Eso nos pareció suficiente. Así, fruto de esa dejadez de todos, hemos llegado a hoy. Nuestro parlamento, la mayoría de los parlamentos, no son lo que debieran. Carecen de poder real. No son respetados. No tienen credibilidad. No podemos esperar, de los hombres y mujeres que los componen, nada. Y desde luego menos aún que sean lo suficientemente valientes como para salvar a sus pueblos de los peligros que pudieran experimentar. Hemos dado por hecho que la vida moderna supone o establece un sistema en el que los parlamentos son un mero trámite, una formalidad. Lo importante es el gobierno. Ha pasado casi lo mismo en las sociedades mercantiles. Ya no importan las juntas de accionistas, importan los consejos de administración. Al final, sólo importa el dinero. Y resulta que ni siquiera lo tenemos.

Por eso, parlamentos como el nuestro aceptan que las leyes en su mayoría tengan su origen en reales decretos, o en decretos legislativos, en definitiva, leyes que parten del gobierno, y que los parlamentos se limitan a aprobar. Como sino pudieran hacer nada más. A eso se añade que en su función de nombrar a los mejores para aquellas instituciones que debieran controlar el más perfecto funcionamiento de un sistema que llamamos Estado de Derecho, democrático, también el parlamento, los parlamentos, renunciaron a todo. Bien, el gobierno nombraría a los suyos.

Creímos que eso no tenía importancia, que no era grave. Que en el fondo, daba igual. Había ciertos límites que los gobiernos nos traspasarían, sabían que los quitaríamos si lo hicieran. Todos. Ahora todos sufrimos lo que hemos hecho. Los gobiernos de muchos estados amparan , apoyan o directamente comenten actos que nunca habíamos dudado en tachar de criminales. Cometen flagrantes injusticias contra las personas, contra sus bienes, contra su pequeño bienestar. Un gobierno o un parlamento, nunca deberían cometer ni un sólo acto de ese tipo. Ahora hay guantánamos, invasiones, asesinatos, ruinas, especulación con lo esencial, y muchas cosas que antes nos horrorizaban. Tenemos CIE’s, desatendemos a nuestros viejos y enfermos, despreciamos la enseñanza y la sanidad pública, y ellos las venden, o acaban con lo poco que teníamos en común. Los gobiernos.
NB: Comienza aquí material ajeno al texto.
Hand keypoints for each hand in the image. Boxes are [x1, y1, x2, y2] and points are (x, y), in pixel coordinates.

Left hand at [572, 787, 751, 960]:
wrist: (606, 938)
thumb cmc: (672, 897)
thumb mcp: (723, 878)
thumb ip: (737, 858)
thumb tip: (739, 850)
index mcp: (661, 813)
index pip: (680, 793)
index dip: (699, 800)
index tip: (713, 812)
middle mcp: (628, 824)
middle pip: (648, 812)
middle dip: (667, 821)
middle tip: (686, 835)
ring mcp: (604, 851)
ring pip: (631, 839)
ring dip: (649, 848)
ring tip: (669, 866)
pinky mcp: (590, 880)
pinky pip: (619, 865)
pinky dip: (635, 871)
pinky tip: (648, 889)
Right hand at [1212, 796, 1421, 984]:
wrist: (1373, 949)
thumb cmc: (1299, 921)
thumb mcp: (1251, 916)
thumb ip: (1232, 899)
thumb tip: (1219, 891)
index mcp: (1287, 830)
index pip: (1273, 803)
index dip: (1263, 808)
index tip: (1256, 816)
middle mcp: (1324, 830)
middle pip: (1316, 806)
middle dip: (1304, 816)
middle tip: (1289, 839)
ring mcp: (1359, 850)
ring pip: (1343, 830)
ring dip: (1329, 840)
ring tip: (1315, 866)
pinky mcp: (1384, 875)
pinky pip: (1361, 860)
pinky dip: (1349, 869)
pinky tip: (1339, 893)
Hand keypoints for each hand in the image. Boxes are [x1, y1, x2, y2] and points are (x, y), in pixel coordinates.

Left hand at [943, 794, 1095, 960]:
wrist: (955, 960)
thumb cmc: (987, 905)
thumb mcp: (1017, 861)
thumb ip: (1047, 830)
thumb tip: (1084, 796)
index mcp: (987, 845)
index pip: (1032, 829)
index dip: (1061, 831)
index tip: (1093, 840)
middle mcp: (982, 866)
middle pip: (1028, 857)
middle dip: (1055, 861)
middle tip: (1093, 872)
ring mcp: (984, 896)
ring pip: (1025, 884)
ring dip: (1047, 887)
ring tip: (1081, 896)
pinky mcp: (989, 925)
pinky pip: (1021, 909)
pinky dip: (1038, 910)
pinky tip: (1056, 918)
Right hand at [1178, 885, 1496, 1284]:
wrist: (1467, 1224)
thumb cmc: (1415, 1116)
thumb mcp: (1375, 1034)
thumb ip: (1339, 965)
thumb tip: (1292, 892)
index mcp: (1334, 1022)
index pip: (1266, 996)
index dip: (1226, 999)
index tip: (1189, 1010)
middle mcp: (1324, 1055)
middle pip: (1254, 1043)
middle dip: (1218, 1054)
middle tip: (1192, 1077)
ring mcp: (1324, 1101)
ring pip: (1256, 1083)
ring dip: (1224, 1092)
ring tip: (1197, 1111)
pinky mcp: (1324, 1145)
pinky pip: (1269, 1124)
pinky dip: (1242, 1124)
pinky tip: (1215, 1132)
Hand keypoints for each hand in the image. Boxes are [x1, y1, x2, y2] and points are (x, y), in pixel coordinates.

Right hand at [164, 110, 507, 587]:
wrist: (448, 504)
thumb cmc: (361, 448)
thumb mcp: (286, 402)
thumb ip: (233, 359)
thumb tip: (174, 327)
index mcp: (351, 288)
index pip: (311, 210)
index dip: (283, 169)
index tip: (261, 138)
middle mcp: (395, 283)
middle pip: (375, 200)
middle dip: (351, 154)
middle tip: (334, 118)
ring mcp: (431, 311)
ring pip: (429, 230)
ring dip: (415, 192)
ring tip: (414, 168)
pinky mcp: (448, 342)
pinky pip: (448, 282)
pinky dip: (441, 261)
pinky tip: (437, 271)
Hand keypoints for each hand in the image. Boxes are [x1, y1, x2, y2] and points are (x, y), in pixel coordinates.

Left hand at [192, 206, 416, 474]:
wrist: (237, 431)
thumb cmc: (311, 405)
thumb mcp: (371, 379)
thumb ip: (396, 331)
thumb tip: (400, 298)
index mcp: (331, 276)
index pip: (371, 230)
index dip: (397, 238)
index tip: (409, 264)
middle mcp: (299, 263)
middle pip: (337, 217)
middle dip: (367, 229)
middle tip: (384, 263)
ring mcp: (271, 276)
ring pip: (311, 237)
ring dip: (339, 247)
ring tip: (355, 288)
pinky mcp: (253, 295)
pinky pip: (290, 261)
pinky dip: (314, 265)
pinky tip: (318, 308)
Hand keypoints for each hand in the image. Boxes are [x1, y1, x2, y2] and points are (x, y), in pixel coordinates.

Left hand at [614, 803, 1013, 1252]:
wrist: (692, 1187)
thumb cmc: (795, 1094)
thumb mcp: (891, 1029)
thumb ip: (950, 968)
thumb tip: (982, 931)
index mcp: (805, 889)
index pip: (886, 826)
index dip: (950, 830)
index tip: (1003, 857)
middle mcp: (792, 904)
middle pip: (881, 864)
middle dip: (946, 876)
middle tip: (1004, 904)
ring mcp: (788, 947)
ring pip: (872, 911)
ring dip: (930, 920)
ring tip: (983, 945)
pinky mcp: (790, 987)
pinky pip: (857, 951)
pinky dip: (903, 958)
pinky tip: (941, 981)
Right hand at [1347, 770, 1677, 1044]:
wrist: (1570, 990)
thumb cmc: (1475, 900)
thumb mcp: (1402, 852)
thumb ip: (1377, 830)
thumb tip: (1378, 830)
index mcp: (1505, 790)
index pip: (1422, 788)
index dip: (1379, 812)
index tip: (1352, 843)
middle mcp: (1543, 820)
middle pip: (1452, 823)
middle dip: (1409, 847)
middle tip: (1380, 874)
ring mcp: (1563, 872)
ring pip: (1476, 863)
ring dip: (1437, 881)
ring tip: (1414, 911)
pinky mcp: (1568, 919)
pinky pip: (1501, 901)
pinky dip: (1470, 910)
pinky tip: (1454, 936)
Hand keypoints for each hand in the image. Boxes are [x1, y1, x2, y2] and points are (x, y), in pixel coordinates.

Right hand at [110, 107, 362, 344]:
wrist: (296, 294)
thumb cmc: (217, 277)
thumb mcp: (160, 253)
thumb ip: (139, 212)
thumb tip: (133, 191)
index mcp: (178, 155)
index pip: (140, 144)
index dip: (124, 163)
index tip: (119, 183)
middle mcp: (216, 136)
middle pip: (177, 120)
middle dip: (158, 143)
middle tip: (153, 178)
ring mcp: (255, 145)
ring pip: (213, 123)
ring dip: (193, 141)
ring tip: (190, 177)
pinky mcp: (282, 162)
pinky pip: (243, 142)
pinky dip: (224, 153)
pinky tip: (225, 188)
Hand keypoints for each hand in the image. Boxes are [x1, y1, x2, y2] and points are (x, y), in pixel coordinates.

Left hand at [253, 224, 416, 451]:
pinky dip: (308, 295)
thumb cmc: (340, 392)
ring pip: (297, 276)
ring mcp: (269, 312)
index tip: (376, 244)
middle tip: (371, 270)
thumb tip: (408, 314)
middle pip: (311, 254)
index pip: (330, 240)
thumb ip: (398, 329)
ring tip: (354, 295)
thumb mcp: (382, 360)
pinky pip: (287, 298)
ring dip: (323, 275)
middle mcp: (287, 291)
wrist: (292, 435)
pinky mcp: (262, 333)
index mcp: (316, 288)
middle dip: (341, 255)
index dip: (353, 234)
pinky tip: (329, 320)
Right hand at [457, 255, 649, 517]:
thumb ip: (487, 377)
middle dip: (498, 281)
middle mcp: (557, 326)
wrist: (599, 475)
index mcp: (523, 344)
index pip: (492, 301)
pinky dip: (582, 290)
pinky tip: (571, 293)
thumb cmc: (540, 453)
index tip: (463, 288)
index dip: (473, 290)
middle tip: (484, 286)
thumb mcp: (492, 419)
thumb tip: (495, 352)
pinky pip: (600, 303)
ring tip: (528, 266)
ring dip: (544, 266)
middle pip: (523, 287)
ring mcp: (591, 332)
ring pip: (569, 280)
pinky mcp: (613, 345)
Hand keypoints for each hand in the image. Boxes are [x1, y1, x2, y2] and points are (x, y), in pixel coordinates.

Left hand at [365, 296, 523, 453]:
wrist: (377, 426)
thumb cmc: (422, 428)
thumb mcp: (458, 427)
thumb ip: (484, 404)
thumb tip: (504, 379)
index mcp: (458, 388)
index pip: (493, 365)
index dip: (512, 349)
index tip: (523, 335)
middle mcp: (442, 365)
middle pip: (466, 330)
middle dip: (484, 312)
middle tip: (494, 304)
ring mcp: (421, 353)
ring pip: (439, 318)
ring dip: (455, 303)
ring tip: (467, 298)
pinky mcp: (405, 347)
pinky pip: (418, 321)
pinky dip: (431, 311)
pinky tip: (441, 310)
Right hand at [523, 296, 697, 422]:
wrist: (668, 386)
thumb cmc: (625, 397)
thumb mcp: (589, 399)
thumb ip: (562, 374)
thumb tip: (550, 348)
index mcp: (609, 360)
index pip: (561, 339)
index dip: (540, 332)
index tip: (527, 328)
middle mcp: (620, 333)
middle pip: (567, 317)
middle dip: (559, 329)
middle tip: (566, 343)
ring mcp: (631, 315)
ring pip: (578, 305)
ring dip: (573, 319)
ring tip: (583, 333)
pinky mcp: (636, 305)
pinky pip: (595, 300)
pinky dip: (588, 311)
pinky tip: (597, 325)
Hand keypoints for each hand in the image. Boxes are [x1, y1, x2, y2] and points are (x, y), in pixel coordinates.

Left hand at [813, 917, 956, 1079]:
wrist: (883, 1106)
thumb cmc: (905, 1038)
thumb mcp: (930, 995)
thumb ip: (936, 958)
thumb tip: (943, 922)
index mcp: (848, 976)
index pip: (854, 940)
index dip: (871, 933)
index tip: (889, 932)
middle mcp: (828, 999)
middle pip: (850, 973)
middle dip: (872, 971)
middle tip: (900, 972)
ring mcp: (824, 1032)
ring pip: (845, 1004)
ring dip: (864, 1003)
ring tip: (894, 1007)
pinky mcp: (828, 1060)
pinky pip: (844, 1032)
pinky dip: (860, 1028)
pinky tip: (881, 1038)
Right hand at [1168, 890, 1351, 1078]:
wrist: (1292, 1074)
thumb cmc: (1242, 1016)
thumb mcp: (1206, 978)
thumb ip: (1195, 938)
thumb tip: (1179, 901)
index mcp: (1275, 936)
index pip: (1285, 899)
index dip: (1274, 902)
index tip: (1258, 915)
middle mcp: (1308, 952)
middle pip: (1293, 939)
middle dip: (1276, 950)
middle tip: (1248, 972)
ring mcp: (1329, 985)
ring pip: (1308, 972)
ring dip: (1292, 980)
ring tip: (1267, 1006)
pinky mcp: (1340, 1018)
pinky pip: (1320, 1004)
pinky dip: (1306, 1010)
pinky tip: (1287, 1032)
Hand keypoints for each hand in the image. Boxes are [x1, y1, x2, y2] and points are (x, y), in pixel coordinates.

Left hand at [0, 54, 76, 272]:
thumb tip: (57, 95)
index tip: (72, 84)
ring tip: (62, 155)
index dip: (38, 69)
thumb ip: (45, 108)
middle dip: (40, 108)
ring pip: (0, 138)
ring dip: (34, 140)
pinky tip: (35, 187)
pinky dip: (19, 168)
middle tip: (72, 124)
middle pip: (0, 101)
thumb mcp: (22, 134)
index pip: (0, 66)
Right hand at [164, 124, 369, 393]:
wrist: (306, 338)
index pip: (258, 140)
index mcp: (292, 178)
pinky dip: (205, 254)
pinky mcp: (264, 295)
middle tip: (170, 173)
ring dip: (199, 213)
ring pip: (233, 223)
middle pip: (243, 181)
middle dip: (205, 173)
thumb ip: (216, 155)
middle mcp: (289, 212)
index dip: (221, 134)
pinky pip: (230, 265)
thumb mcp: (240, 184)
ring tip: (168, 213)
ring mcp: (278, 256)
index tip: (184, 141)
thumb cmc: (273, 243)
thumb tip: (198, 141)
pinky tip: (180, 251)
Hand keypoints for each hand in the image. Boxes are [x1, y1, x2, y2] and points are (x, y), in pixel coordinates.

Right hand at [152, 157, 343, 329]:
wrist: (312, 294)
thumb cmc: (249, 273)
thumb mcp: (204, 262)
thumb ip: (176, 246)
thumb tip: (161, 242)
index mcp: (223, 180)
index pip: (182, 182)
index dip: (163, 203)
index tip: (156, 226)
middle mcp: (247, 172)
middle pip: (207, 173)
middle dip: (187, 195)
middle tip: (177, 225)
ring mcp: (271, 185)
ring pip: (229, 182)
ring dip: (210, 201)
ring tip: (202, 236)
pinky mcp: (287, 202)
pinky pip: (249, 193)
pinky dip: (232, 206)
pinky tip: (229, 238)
Estamos retrocediendo a pasos agigantados. Estamos viendo lo que creímos que no volveríamos a ver. Para mí, el colmo está siendo ver cómo se mata a trabajadores por el mero hecho de querer simplemente mejorar sus miserables condiciones de vida, en sudáfrica, pero también en otros sitios donde eso no debería pasar. Los gobiernos. ¿Qué hacen los gobiernos? ¿Qué pasa cuando los gobiernos también son una pantomima, como lo son los parlamentos? Pues pasa lo que está pasando. Que estamos mal, muy mal. Los gobiernos, a merced de los mercaderes. O trabajan para ellos, o, en cualquier caso, les temen más que a sus propios pueblos. A los gobiernos ya no les impresionan los ciudadanos, les impresionan los mercaderes.

Las leyes son lo último que nos queda, y también tratan de quitárnoslo. Hemos perdido los parlamentos, hemos perdido los gobiernos. Ya no son nuestros. ¿Cuanto tardaremos en perder definitivamente el más preciado de los bienes, las leyes? Todos nos hemos equivocado. Todos pensamos que bastaban los partidos políticos. No importaba que no conociéramos ni al concejal, ni al diputado, y no digamos ya al senador que elegíamos para que ejerciera en nuestro nombre nuestro poder, nuestra soberanía. Pensábamos que, aunque los parlamentos fueran un patio de colegio, no más, los gobiernos aún tenían algo que ver con las bases, con la democracia, con la soberanía, con el poder de las personas, de los pueblos, de los ciudadanos, de decidir el destino. Ahora, que estamos a punto de perderlo todo, deberíamos de reaccionar, antes de que sea demasiado tarde. Y solo nos queda una opción: interesarnos por «la política».

La Política es nuestra. La Política son las leyes, son nuestros bienes comunes, son nuestros derechos, son nuestras leyes. Asomémonos todos al patio de colegio que es el parlamento, que son los parlamentos. Avergoncémonos de lo que vemos. Sintamos vergüenza ajena de las personas que nos representan. Que hasta nos insultan. Sintamos vergüenza, que llegue a lo más profundo de nosotros saber que esos hombres y mujeres no nos sirven. No nos han servido. Han servido y sirven a sus partidos, pero no a nosotros, sus mandatarios, sus poderdantes, sus dueños. Y cuando, con la vergüenza de habernos todos desentendido de aquéllo que era los más importante, nuestro destino, cuando, con la vergüenza invadiendo nuestra pobre conciencia, nuestro estómago, nuestra saliva.., cuando, avergonzados, reconozcamos ante nosotros mismos que todos y cada uno de los ciudadanos dejamos que esto ocurriera, que todos somos responsables de que estemos en esta situación, entonces, sólo entonces, pongámonos a tomarnos en serio la Política. ¡Hagamos Política!. Echemos a estos hombres y mujeres que ni siquiera tuvieron el valor de denunciarnos como pueblo, por nuestra dejadez, desde las instituciones en las que estaban. Fue cómodo para todos, para ellos más. Pero eso no quiere decir que no podamos enderezarnos, que no podamos salir de la ruina moral en la que nos encontramos.

Echemos a estos políticos. No nos sirven. No nos volvamos a engañar. Encontremos a otras personas. Busquémoslas, están ahí. Seguro. Existen. Aún debe haber entre nosotros personas íntegras. Honestas. Honorables porque nosotros creemos o creamos en ellas, no porque se autotitulen así. Excelencias porque lo son, y no porque lo manden las leyes que ellos mismos se hacen. Personas que entiendan que son los intereses de todos los que ponemos en sus manos. Los de todos. Cada cierto tiempo se nos convoca por un sistema que ahora no es más que patético a que entreguemos nuestro poder, nuestro destino, a unos cuantos. Podemos creer o no en ese sistema, en que eso pueda o no servir para cambiar la realidad. Pero no seamos tan idiotas de, al menos, desaprovechar la oportunidad de hacer lo que queramos, de hablar, de protestar. No podemos seguir desentendiéndonos. No se queden en sus casas la próxima vez. No dejen que les digan que no puede hacerse nada. Claro que podemos. Podemos hacer lo que queramos. Para empezar , podemos decirles ¡fuera¡, váyanse. Todos. No podemos permitirnos más vergüenza.